2. The method of claim 1 wherein said temporary rate and pressure reducing step comprises continuing to inject said inefficient penetrating fluid, but at a matrix rate.
3. The method of claim 2 wherein the matrix rate is a rate resulting in a formation pressure of less than about 0.7 pounds per square inch per foot of depth.
4. The method of claim 2 wherein the viscosity of the penetrating fluid is less than about 1.5 centipoise and the viscosity of the non-Newtonian fluid is from about 10 to about 400 centipoise, the viscosity of the non-Newtonian fluid being further characterized as exceeding that of the penetrating fluid by at least 10 times.
5. The method of claim 1 wherein said borehole is adjacent a second borehole, said second borehole is on fire, and said steps recited in claim 1 are carried out so that fluid communication between said boreholes through said formation is established or improved, comprising the additional step subsequent to said steps recited in claim 1 of injecting into said second borehole via said formation and said first borehole, an effective quantity of a fire extinguishing composition so that said fire is extinguished.
6. In a method for increasing the permeability of a subterranean formation penetrated by a borehole which includes the steps of (i) injecting a high viscosity, non-Newtonian fluid substantially free of solids into a fracture in the formation which is in communication with the borehole, at a fracturing rate and pressure sufficient to widen the fracture so that a propping agent can be injected into the fracture, (ii) injecting a high viscosity non-Newtonian fluid carrying a propping agent while continuing to maintain a wellhead injection rate and pressure calculated to prevent said fracture from healing, (iii) injecting a high viscosity non-Newtonian spacer fluid substantially free of solids while continuing to maintain a wellhead injection rate and pressure calculated to prevent said fracture from healing, (iv) temporarily ceasing to inject fluids at rates and pressures calculated to prevent said fracture from healing, (v) repeating steps (i) and (ii) at least once, and (vi) terminating the treatment by permanently ceasing to inject fluids, the improvement which comprises:
(a) immediately preceding step (iv), injecting a stage of a substantially solids-free inefficient penetrating fluid less viscous than said non-Newtonian fluids while continuing to maintain a wellhead injection rate calculated to substantially prevent said fracture from healing.
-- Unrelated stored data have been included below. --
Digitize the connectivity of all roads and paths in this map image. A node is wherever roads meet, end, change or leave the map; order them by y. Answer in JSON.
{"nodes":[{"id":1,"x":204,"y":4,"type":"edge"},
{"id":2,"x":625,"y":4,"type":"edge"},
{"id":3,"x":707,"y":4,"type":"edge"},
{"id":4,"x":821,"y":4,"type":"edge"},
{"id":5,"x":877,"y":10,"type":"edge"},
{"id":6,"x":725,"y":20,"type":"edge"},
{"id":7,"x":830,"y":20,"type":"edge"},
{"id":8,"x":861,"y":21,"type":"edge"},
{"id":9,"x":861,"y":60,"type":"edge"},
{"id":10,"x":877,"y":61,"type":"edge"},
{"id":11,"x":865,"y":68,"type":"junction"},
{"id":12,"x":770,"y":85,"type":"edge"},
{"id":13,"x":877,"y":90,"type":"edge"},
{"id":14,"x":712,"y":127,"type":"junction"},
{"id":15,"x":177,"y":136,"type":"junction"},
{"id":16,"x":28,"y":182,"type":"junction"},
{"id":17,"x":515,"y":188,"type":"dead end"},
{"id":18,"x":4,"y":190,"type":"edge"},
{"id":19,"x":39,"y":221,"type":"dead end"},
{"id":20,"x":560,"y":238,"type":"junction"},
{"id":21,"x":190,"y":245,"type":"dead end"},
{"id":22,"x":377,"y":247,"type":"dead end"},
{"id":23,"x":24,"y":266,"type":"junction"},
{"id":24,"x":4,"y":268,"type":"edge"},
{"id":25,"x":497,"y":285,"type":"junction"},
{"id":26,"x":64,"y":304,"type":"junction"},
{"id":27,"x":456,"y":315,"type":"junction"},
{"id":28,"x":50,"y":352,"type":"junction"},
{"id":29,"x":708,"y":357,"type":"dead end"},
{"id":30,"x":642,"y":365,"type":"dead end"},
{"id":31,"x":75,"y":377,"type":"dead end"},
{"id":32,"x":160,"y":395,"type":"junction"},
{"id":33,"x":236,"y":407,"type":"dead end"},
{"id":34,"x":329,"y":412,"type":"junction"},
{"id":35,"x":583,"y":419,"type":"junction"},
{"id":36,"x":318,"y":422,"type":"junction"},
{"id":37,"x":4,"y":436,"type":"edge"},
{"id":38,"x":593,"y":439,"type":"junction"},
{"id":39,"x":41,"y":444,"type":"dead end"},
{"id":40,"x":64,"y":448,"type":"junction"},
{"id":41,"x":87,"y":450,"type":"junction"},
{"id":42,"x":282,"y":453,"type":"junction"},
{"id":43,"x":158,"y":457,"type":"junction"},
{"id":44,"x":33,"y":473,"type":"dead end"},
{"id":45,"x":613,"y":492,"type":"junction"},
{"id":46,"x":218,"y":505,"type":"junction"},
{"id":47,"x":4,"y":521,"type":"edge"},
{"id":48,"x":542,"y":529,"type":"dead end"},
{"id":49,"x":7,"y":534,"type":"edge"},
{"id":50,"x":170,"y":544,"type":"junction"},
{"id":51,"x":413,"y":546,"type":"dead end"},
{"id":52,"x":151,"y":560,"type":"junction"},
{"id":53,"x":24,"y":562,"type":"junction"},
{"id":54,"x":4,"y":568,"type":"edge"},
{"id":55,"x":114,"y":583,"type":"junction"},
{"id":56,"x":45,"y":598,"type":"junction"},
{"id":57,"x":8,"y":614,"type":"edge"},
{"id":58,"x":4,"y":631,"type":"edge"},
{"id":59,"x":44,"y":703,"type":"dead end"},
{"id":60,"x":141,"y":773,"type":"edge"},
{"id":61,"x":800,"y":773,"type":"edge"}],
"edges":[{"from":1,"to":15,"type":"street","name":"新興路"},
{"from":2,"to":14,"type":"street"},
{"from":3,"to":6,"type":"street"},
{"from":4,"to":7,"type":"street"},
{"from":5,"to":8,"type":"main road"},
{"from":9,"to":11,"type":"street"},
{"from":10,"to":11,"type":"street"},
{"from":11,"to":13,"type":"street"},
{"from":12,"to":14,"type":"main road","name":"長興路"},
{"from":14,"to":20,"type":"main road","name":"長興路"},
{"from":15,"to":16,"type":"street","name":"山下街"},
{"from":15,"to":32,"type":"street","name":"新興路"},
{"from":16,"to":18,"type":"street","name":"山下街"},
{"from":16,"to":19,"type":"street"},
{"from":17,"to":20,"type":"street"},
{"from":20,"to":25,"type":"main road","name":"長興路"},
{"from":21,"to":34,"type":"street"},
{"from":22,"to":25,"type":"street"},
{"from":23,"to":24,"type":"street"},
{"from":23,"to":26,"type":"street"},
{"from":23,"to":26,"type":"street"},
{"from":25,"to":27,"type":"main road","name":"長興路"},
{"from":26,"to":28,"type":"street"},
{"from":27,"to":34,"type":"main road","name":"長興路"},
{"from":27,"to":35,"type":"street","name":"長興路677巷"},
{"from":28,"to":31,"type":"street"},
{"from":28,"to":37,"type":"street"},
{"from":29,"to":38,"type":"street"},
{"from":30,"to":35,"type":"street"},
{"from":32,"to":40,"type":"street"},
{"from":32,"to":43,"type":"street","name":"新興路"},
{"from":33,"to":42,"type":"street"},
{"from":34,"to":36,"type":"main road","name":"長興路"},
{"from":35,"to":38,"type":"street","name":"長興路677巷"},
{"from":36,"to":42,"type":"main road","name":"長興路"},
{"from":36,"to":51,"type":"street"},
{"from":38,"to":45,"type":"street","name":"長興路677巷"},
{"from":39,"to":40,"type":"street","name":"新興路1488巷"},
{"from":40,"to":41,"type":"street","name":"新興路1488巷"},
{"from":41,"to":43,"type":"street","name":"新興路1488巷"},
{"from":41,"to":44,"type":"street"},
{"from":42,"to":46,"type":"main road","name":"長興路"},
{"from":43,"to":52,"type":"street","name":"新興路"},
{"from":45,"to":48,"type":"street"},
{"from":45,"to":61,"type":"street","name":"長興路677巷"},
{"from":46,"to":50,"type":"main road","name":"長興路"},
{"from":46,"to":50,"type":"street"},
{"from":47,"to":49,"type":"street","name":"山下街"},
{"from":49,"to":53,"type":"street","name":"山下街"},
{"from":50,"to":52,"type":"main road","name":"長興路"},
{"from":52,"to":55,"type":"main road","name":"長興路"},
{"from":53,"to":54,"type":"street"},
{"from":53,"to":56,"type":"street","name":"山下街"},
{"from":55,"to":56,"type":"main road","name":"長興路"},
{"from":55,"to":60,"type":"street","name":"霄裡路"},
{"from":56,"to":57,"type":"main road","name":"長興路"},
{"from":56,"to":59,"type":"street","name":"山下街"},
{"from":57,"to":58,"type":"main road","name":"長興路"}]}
7. The method of claim 6 wherein step (iv) comprises injecting an inefficient fluid less viscous than said non-Newtonian fluid at a matrix rate.
8. The method of claim 7 wherein step (iv) consists of injecting an inefficient fluid less viscous than said non-Newtonian fluid at a matrix rate.
9. The method of claim 6 wherein step (v) includes repeating steps (i) through (iii) at least once.
10. The method of claim 9 wherein step (iv) consists of injecting an inefficient fluid less viscous than said non-Newtonian fluid at a matrix rate.
11. The method of claim 6 wherein step (v) includes repeating steps (i) through (iv) at least once, the penetrating fluid injection step being carried out immediately prior to each repetition of step (iv).
12. The method of claim 11 wherein step (iv) consists of injecting an inefficient fluid less viscous than said non-Newtonian fluid at a matrix rate.
13. The method of claim 6 including an initial step of injecting a fracturing fluid into said formation at a rate and pressure sufficient to initiate a fracture in said formation in communication with said borehole.
14. The method of claim 6 wherein said non-Newtonian fluid is selected from the group consisting of a gelled aqueous fluid, or an oil-in-water emulsion, and wherein said fluid of step (a) is water, brine, an aqueous acid solution or a liquified inert inorganic gas.
15. The method of claim 6 wherein said non-Newtonian fluid is selected from the group consisting of a gelled hydrocarbon or a water-in-oil emulsion and wherein said fluid of step (a) is a hydrocarbon.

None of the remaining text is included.